Stealing Azure Key Vault Secrets With Azure Managed Identities

When doing Azure penetration testing, one of the prevalent ways to get initial access or escalate privilege is by finding credentials. Credentials on GitHub, in blobs, on disk, in runbooks, and even in key vaults like we discussed in the previous article.

In this article we will see how managed identities can dramatically reduce the risk of a penetration tester finding credentials lying around. At the same time the risks they carry when compromised.


  • For service-to-service communication, Microsoft recommends using Azure managed identities
  • AIMS allows for these IDs to retrieve tokens without authentication
  • A user can use these tokens to act on behalf of these IDs and behave maliciously
  • Depending on the RBAC assigned to the identity, the user can access resources, read secrets, etc.

When user accounts are not recommended

When resource-to-resource communication is required, in on-prem active directory, we’re used to utilizing service accounts. In Azure the alternative could be one of three:

  1. Managed identity
  2. Service principal – using app registration or enterprise apps
  3. User account

The least secure is the user account. This leaves us with two options, service principal and managed identity.

Figure 1 User accounts not recommended

Hassle of Service Principals

Although service principals are an option, they come with their own baggage. Usually, the lifecycle of a service principal goes something like this:

Create SP > Grant permissions > Set credentials > Store credentials

And if you’re vigilant, you add: Rotate credentials > Clean up credentials > Delete SP

Unfortunately, in Azure penetration testing, it’s discovered that often the cycle stops at the “Store credentials” phase. It’s rare to see SPs with rotating credentials and rarer to see SPs cleaned up or removed when they’re no longer needed.

Azure Managed Identities

This is where managed identities come in. There is no secret or certificate that we must store or worry about. Plus, we can assign RBAC to managed identities like we do with any other user or group to tightly control what they can and cannot access.

Managed identities come in two flavors.

System Assigned Managed Identity (SAMI)

  • SAMI has a lifecycle attached to the resource.
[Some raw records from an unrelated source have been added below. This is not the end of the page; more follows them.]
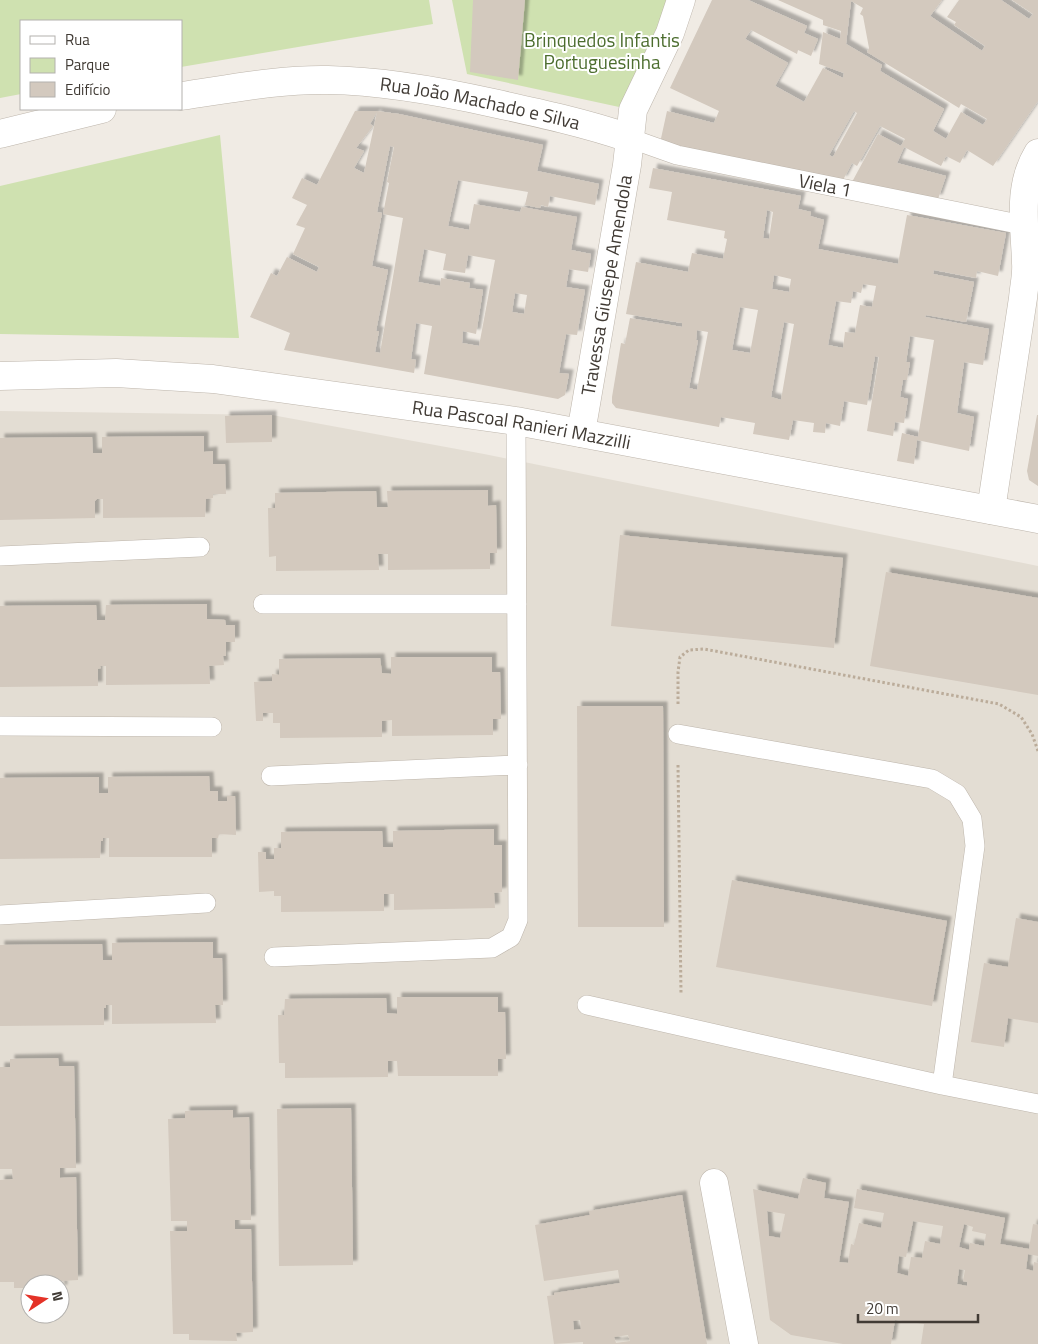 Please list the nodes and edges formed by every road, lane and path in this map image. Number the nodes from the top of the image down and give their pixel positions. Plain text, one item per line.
1 (681, 0) edge
2 (182, 96) edge
3 (98, 110) edge
4 (0, 134) edge
5 (629, 138) junction
6 (1038, 153) edge
7 (1023, 225) junction
8 (0, 376) edge
9 (516, 421) junction
10 (581, 433) junction
11 (991, 510) junction
12 (1038, 519) edge
13 (200, 547) dead end
14 (0, 556) edge
15 (263, 604) dead end
16 (517, 604) junction
17 (0, 726) edge
18 (212, 727) dead end
19 (678, 734) dead end
20 (518, 765) junction
21 (271, 776) dead end
22 (206, 903) dead end
23 (0, 915) edge
24 (274, 957) dead end
25 (588, 1005) dead end
26 (942, 1085) junction
27 (1038, 1104) edge
28 (714, 1183) dead end
29 (744, 1344) edge

1 - 5 street
2 - 5 street, Rua João Machado e Silva
3 - 4 street
5 - 7 lane, Viela 1
5 - 10 street, Travessa Giusepe Amendola
6 - 7 street
7 - 11 street
8 - 9 street, Rua Pascoal Ranieri Mazzilli
9 - 10 street, Rua Pascoal Ranieri Mazzilli
9 - 16 lane
10 - 11 street, Rua Pascoal Ranieri Mazzilli
11 - 12 street, Rua Pascoal Ranieri Mazzilli
13 - 14 lane
15 - 16 lane
16 - 20 lane
17 - 18 lane
19 - 26 lane
20 - 21 lane
20 - 24 lane
22 - 23 lane
25 - 26 lane
26 - 27 lane
28 - 29 street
If the resource is deleted, the SAMI is deleted too.
  • SAMI can be used by one resource. And a resource can have one SAMI.
Figure 2 System assigned managed ID

User Assigned Managed Identity (UAMI)

  • Created by the user, as a new resource in AAD
  • UAMI is then assigned to a resource or multiple resources
Figure 3 User assigned managed ID

ID to Key vault

In our example, we have multiple Azure VMs that need access to a key vault secret. The key vault secrets are protected by RBAC as we have seen in the previous article. Since it’s going to be multiple VMs accessing secrets, it’s best to create a user assigned managed identity like the one above.

We then assign permissions for the identity, scoped to the necessary secrets.

So far, this looks tightly secure!

  • We have one managed identity, managed by Azure.
  • The managed identity has no passwords for us to worry about.
  • The ID can only access a specific set of secrets.

Putting our Azure penetration testing hats on, we must ask ourselves, is it possible to compromise a managed identity? And if possible, can we use it to access the key vault secrets?

Figure 4 RBAC For UAMI

Azure Instance Metadata Service

Azure Instance Metadata Service (AIMS) is a service used to configure and manage Azure VMs. It is available, and accessible by all running instances of VMs. In essence, it’s a REST API accessible at However, it’s important to note that access to the API is unauthenticated. In other words, anyone using the VM, with the manged identity, can trigger an API call to AIMS.

One of the API calls could be requesting for a token. And since the VM has a manged identity attached to it, the token will carry the identity’s context.

Here is what is looks like.

Figure 5 Getting management token from AIMS

What this will allow us to do during Azure penetration testing is to authenticate using the newly acquired token, thus impersonating the managed identity.

If you recall, the identity has been assigned permission to certain key vault secrets, which we can now list. But we still need another type of token to access the vaults.

Key vault secrets

AIMS can also be used to request tokens to access the key vault. Here is what it looks like.

Figure 6 Getting vault token from AIMS

From there on, our Azure penetration tester will proceed to list the resources the managed ID has access to, including the secret value.

Figure 7 Revealing secrets from Key vaul

Azure system assigned and user assigned managed identities are convenient replacement for traditional user accounts and service principals.


However, if the resource using the identities is compromised, the identities can be abused to request tokens. This allows the user to act on behalf of the identity.

Depending on what permissions are assigned to the identity, the penetration tester or malicious actor can access sensitive resources like vault secrets.